One of only two geraniums that I have purposefully planted (the invasive Geranium robertianum carpeting the woods makes me leery of the genus), 'Dark Reiter' has it's first few leaves chewed off by deer grazing on Muscari leaves, but later is untouched. I plan on starting a Muscari removal this year as I'm tired of seeing their ugly deer-clipped foliage all winter and only getting a few blooms in spring. The deer don't seem to eat the blooms on purpose. Rather most of the young flowering shoots get clipped off as they eat the leaves.

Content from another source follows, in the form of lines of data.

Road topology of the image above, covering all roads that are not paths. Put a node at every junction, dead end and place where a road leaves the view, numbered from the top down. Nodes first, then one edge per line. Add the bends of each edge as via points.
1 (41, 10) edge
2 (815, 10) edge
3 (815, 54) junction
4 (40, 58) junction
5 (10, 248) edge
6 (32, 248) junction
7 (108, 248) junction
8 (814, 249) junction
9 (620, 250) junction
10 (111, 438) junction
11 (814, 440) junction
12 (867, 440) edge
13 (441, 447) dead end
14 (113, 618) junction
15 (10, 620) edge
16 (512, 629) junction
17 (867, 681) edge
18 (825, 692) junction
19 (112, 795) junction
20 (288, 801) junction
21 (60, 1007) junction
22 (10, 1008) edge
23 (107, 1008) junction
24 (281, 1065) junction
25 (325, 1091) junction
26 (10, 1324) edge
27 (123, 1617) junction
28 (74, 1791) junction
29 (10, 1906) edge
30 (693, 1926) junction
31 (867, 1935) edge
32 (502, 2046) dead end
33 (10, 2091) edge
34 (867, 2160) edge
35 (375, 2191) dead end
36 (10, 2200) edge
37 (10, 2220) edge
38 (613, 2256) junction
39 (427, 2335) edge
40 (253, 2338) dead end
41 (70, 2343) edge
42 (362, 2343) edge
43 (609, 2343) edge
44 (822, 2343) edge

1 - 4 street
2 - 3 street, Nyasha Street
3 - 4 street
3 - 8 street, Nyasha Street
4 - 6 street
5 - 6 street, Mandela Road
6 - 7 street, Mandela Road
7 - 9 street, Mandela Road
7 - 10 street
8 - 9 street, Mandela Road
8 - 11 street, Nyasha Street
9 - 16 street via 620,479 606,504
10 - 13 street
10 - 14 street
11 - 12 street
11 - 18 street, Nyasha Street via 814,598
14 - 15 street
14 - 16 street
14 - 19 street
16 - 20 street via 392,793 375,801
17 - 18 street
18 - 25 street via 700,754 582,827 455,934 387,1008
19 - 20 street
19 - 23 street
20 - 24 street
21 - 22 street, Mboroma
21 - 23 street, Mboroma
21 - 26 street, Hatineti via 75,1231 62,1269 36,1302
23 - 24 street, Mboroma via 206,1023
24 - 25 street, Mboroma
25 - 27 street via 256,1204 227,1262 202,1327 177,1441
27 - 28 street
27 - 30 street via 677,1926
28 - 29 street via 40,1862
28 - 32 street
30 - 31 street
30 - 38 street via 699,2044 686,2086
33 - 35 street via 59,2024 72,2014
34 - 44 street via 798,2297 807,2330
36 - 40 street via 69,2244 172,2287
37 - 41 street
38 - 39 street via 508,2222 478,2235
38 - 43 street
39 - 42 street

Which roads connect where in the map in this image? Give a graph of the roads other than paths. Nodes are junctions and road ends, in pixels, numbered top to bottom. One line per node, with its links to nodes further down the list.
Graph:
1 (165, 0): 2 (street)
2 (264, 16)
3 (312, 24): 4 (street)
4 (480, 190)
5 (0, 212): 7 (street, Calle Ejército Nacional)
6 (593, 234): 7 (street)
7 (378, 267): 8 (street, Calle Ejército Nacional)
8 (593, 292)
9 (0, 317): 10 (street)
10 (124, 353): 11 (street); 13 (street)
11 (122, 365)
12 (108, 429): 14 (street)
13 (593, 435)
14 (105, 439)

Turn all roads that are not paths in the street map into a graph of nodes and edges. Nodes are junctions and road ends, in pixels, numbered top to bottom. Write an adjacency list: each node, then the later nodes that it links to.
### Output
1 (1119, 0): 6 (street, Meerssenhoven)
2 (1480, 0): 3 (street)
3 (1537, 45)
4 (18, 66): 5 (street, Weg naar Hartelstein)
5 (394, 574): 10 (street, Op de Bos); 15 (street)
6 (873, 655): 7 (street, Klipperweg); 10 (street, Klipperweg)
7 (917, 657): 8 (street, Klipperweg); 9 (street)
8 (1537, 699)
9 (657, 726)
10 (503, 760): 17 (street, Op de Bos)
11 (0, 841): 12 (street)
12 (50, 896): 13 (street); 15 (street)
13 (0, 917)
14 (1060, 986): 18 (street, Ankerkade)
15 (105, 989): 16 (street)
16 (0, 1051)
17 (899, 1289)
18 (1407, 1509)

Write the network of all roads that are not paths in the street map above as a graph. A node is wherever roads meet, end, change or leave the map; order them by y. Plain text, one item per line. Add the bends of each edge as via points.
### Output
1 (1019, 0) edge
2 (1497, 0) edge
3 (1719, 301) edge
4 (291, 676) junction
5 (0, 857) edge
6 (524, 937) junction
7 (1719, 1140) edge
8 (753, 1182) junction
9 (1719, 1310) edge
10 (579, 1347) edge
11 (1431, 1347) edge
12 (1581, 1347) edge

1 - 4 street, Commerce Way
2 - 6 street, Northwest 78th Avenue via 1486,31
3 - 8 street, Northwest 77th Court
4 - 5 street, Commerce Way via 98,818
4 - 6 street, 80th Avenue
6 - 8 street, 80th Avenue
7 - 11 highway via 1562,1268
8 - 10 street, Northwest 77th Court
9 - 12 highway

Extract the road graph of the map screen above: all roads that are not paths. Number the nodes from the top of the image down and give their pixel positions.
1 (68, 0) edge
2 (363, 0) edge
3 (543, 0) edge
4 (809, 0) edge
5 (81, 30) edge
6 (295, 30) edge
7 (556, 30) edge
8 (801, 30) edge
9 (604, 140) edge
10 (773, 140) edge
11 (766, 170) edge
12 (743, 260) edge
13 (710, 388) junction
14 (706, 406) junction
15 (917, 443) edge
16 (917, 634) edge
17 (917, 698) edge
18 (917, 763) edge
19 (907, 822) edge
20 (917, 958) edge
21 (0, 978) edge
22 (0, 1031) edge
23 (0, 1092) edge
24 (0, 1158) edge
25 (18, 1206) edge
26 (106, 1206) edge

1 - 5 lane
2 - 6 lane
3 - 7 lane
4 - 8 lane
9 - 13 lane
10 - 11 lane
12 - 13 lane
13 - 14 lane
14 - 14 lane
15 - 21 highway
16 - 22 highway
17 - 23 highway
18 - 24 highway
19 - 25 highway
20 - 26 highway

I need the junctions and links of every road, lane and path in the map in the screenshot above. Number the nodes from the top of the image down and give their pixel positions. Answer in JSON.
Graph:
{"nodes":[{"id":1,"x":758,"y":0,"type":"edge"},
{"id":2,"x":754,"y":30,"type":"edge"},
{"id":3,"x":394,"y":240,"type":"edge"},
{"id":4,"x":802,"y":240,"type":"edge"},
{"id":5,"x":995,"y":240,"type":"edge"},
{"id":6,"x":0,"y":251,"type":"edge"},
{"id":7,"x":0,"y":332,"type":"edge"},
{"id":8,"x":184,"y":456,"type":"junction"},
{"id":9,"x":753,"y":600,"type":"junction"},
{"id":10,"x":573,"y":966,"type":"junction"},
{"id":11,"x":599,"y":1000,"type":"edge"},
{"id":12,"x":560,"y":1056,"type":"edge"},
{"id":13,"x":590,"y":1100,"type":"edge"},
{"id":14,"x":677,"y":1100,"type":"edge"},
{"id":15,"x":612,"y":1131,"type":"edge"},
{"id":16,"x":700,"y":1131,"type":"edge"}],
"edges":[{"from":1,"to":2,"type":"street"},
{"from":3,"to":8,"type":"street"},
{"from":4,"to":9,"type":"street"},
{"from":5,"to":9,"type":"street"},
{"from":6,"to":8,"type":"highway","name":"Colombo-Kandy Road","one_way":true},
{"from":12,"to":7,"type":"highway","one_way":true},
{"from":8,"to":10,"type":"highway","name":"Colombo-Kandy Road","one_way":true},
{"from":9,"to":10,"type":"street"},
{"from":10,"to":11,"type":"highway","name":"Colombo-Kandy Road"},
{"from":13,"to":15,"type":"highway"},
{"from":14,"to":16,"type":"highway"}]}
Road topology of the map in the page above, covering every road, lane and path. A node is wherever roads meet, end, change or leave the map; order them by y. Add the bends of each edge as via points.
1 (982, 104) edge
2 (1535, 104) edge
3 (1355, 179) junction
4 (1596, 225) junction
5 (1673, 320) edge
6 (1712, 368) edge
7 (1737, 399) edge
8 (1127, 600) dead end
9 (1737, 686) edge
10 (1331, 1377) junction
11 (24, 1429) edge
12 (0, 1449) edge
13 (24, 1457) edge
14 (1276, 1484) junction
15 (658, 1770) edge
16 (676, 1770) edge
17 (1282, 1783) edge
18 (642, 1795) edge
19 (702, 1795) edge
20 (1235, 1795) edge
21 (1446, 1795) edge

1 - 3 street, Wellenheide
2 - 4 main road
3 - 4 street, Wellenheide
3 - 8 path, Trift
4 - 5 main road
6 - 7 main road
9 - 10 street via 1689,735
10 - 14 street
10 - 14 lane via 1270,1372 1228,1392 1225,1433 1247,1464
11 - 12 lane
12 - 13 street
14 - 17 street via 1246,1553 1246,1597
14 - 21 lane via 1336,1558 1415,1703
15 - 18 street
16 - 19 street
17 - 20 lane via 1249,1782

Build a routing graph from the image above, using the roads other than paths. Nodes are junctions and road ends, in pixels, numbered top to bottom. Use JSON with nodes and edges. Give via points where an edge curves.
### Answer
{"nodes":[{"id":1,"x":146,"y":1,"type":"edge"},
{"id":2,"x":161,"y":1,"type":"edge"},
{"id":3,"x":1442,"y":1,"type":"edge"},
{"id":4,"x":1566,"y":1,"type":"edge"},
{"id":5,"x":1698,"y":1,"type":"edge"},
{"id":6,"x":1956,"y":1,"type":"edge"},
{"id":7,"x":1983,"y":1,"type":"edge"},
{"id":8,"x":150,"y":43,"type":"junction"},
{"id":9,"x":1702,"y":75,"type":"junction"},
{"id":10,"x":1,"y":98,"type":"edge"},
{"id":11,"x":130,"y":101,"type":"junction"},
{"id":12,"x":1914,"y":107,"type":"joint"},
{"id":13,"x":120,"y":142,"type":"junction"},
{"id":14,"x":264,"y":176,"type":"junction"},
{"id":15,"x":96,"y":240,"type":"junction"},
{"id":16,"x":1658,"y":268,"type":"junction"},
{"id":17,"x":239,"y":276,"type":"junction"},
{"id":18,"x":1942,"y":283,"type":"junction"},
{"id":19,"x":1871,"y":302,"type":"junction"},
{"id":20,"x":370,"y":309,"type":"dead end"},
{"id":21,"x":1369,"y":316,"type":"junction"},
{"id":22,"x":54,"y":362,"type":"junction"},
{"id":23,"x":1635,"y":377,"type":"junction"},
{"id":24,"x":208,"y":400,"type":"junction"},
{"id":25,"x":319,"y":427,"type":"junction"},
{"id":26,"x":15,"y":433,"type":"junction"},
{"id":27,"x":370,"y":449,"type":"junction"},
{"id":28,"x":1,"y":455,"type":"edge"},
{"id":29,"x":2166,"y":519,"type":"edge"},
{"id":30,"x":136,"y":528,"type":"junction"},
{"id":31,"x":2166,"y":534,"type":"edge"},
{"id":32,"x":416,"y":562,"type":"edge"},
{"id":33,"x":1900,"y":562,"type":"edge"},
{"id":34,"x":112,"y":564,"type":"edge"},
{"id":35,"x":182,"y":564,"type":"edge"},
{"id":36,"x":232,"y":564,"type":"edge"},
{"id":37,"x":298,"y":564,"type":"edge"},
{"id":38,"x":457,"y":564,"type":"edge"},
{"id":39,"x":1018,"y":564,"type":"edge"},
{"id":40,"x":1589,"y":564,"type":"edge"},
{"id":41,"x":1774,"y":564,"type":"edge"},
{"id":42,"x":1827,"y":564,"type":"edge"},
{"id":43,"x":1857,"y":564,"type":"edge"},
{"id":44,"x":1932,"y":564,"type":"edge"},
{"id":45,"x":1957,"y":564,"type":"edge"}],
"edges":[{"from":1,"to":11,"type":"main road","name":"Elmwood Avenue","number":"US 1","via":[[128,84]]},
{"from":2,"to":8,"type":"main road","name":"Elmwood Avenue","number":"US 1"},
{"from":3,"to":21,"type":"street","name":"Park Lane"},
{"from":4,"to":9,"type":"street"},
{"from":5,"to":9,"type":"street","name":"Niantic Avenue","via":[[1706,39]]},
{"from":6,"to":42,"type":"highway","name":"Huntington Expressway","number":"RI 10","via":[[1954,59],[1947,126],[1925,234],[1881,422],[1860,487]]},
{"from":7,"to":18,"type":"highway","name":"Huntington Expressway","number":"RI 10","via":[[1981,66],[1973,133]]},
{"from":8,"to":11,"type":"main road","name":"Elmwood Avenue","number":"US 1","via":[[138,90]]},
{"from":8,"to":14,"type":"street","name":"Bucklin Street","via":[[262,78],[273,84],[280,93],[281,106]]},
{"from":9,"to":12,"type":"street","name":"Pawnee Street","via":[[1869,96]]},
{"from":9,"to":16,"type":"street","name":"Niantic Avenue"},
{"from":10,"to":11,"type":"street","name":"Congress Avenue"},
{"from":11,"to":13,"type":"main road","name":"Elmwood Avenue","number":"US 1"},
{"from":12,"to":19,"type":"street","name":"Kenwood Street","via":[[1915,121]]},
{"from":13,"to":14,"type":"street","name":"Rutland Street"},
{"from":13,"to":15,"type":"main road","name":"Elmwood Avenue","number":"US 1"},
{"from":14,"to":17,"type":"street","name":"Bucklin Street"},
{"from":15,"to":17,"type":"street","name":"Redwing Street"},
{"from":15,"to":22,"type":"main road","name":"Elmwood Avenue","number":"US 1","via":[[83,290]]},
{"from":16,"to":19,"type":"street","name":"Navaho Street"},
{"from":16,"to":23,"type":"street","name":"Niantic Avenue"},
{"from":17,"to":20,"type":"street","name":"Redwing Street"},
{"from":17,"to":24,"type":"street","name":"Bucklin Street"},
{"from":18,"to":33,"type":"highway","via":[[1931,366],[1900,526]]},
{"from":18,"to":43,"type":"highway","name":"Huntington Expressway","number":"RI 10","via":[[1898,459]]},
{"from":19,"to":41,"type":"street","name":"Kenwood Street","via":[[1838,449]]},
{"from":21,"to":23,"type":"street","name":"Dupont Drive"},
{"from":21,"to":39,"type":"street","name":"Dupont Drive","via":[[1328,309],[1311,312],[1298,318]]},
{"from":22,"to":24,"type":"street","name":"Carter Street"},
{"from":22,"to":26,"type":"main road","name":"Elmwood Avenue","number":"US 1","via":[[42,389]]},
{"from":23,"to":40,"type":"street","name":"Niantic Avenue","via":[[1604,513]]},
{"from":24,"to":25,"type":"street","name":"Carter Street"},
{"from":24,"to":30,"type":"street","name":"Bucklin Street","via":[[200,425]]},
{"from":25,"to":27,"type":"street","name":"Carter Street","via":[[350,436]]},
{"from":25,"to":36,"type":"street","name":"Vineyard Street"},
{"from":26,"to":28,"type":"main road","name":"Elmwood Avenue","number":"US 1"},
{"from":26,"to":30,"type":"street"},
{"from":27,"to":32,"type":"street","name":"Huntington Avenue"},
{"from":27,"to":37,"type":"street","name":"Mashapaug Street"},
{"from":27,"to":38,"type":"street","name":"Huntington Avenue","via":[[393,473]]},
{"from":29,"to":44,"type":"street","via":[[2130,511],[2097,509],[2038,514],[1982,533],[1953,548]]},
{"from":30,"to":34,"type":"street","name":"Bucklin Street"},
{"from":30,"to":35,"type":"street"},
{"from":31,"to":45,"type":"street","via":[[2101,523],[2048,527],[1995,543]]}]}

A bit of parent shaming here. The green shoots coming up sporadically are the remains of one patch of Crocosmia 'Lucifer', all three clumps of which needed dug and reduced last year. I don't know why the remaining corms were left scattered like this instead of grouped back into tidy clumps. (Actually, now that I think about it, we may have discussed removing the Crocosmia entirely, and these are simply pieces that were missed. The Crocosmia really was getting out of control, but I'm not sure now about the decision to remove it as it is a major summer feature of this bed.)
 To-do list for this bed:

  • weed
  • cut back and fill in dead areas of the lime thyme
  • add soil under the maple or remove the top row of bricks
  • remove Chamaecyparis
  • Prune out the dead areas on the Rhododendron impeditum(s). Possibly remove them and replace with . . .
There are a lot of other problems with this bed, which I'll cover at a later date, but that covers what I've discussed here.

My next post will be a continuation of this tour through the garden and the things I need to fix. These are going to be some long posts. I hope you (and I) can handle them!

Until next time.

Comments

  1. I'm exhausted! And I thought I had a lot of work to do in the garden...

    Your comment about our culture praising those who move out and away reminds me of a conversation I had with my husband the other day. He's from Nebraska and has spent time in Seattle, Spokane, Ventura (CA), and Japan before ending up on Portland. Me? PNW only...Spokane, Cheney, Pullman (those last two school related), Seattle and Portland. He wishes I had experienced life beyond the PNW, but heck I got lucky with where I was born. Not that I wouldn't mind a little time in California...

    ("a bad graphic from a computer landscaping program"....hahaha!)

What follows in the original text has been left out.